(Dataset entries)
────────────────────

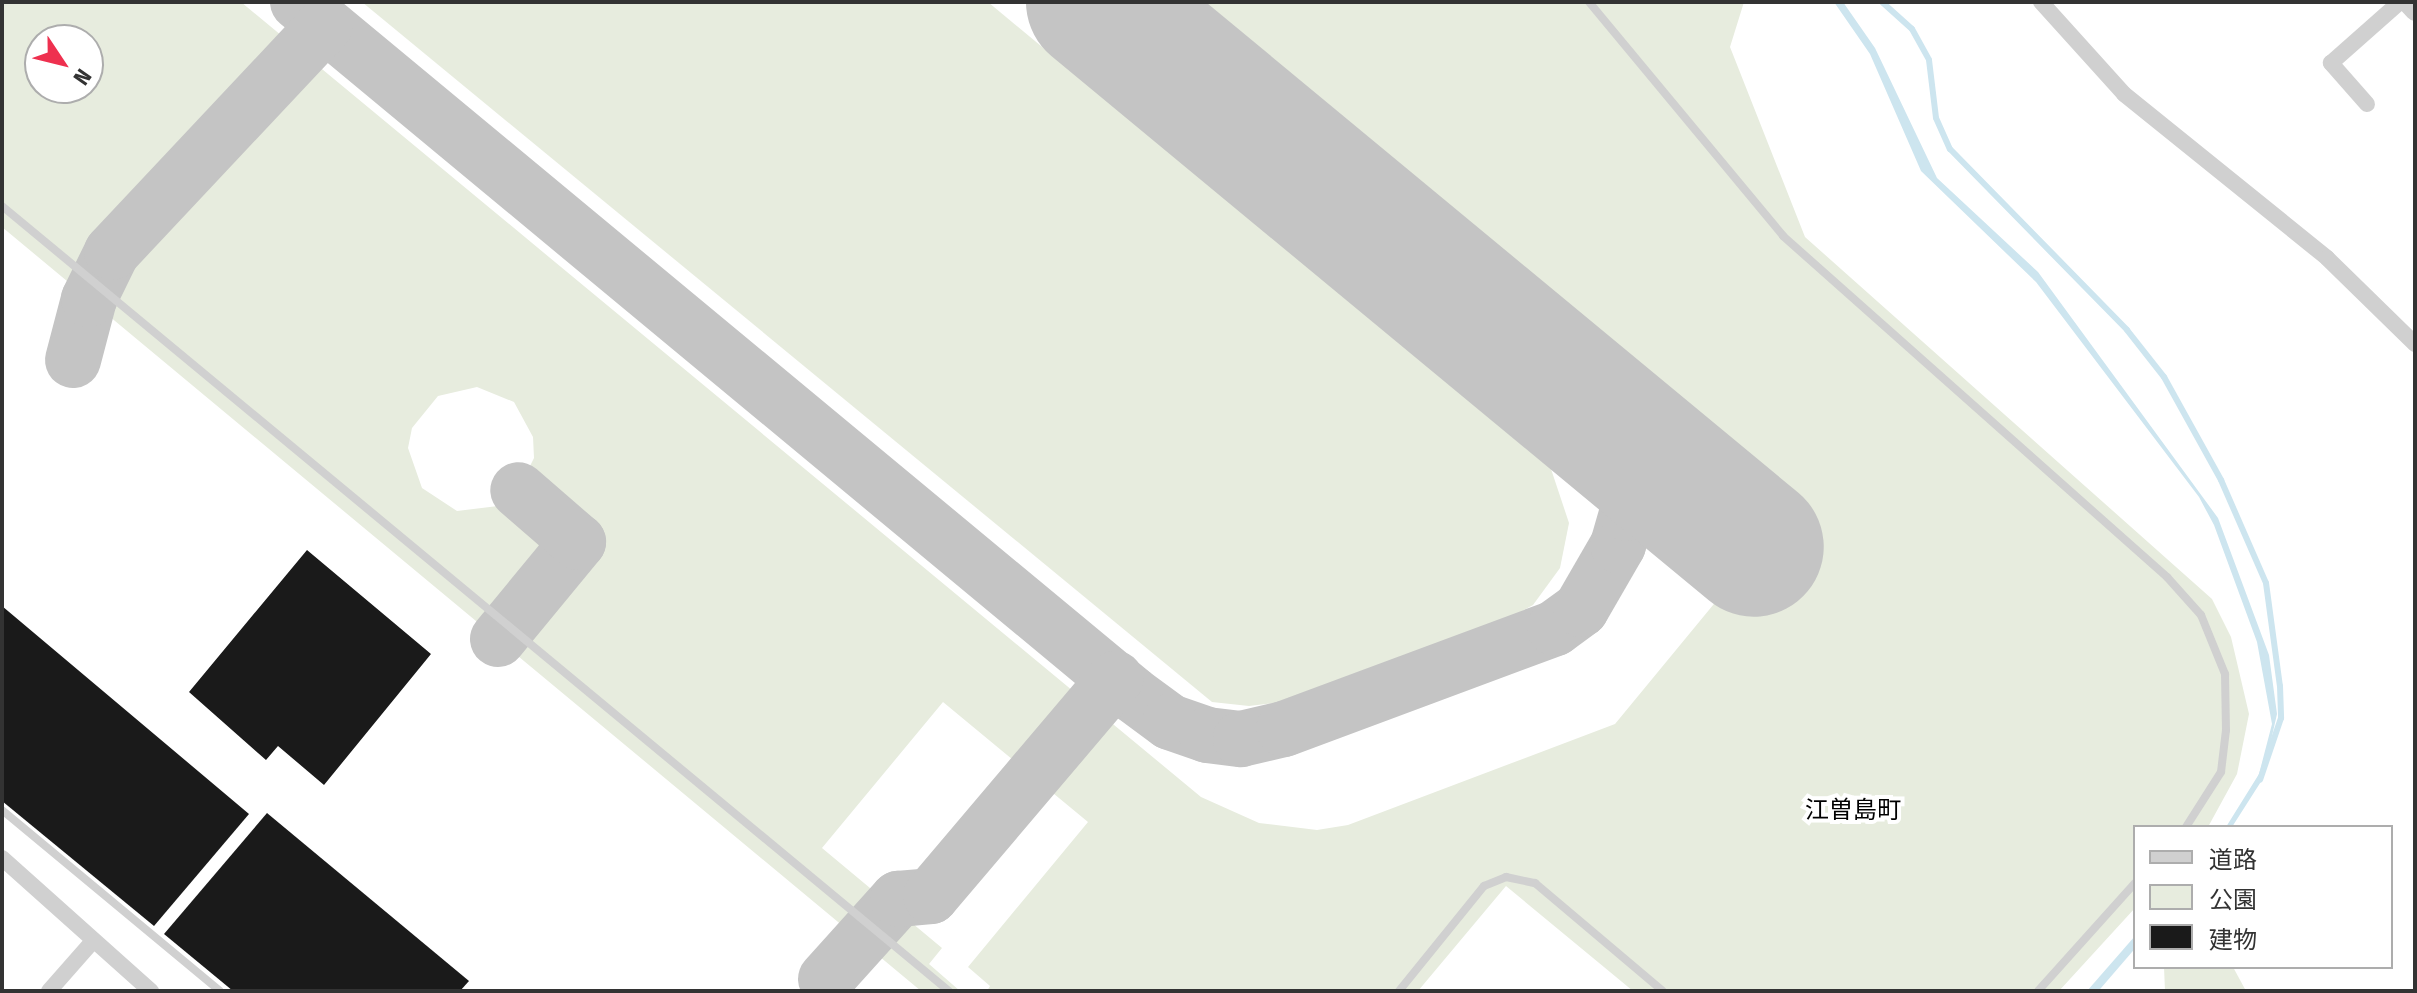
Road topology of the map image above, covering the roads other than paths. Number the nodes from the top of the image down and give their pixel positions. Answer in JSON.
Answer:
{"nodes":[{"id":1,"x":1589,"y":2,"type":"edge"},
{"id":2,"x":2041,"y":2,"type":"edge"},
{"id":3,"x":2400,"y":2,"type":"edge"},
{"id":4,"x":2407,"y":2,"type":"edge"},
{"id":5,"x":2415,"y":11,"type":"edge"},
{"id":6,"x":2367,"y":104,"type":"dead end"},
{"id":7,"x":2,"y":206,"type":"edge"},
{"id":8,"x":2415,"y":344,"type":"edge"},
{"id":9,"x":2,"y":810,"type":"edge"},
{"id":10,"x":2187,"y":825,"type":"edge"},
{"id":11,"x":2,"y":858,"type":"edge"},
{"id":12,"x":2133,"y":885,"type":"edge"},
{"id":13,"x":93,"y":941,"type":"junction"},
{"id":14,"x":49,"y":991,"type":"edge"},
{"id":15,"x":151,"y":991,"type":"edge"},
{"id":16,"x":220,"y":991,"type":"edge"},
{"id":17,"x":949,"y":991,"type":"edge"},
{"id":18,"x":1399,"y":991,"type":"edge"},
{"id":19,"x":1663,"y":991,"type":"edge"},
{"id":20,"x":2038,"y":991,"type":"edge"}],
"edges":[{"from":1,"to":10,"type":"lane"},
{"from":2,"to":8,"type":"street"},
{"from":3,"to":6,"type":"street"},
{"from":4,"to":5,"type":"street"},
{"from":7,"to":17,"type":"lane"},
{"from":9,"to":16,"type":"lane"},
{"from":11,"to":13,"type":"street"},
{"from":12,"to":20,"type":"lane"},
{"from":13,"to":14,"type":"street"},
{"from":13,"to":15,"type":"street"},
{"from":18,"to":19,"type":"lane"}]}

────────────────────

→ Prompt:
Copy every line above in which the string "nodes" shows up.

→ Written response:
Road topology of the map image above, covering the roads other than paths. Number the nodes from the top of the image down and give their pixel positions. Answer in JSON.
{"nodes":[{"id":1,"x":1589,"y":2,"type":"edge"},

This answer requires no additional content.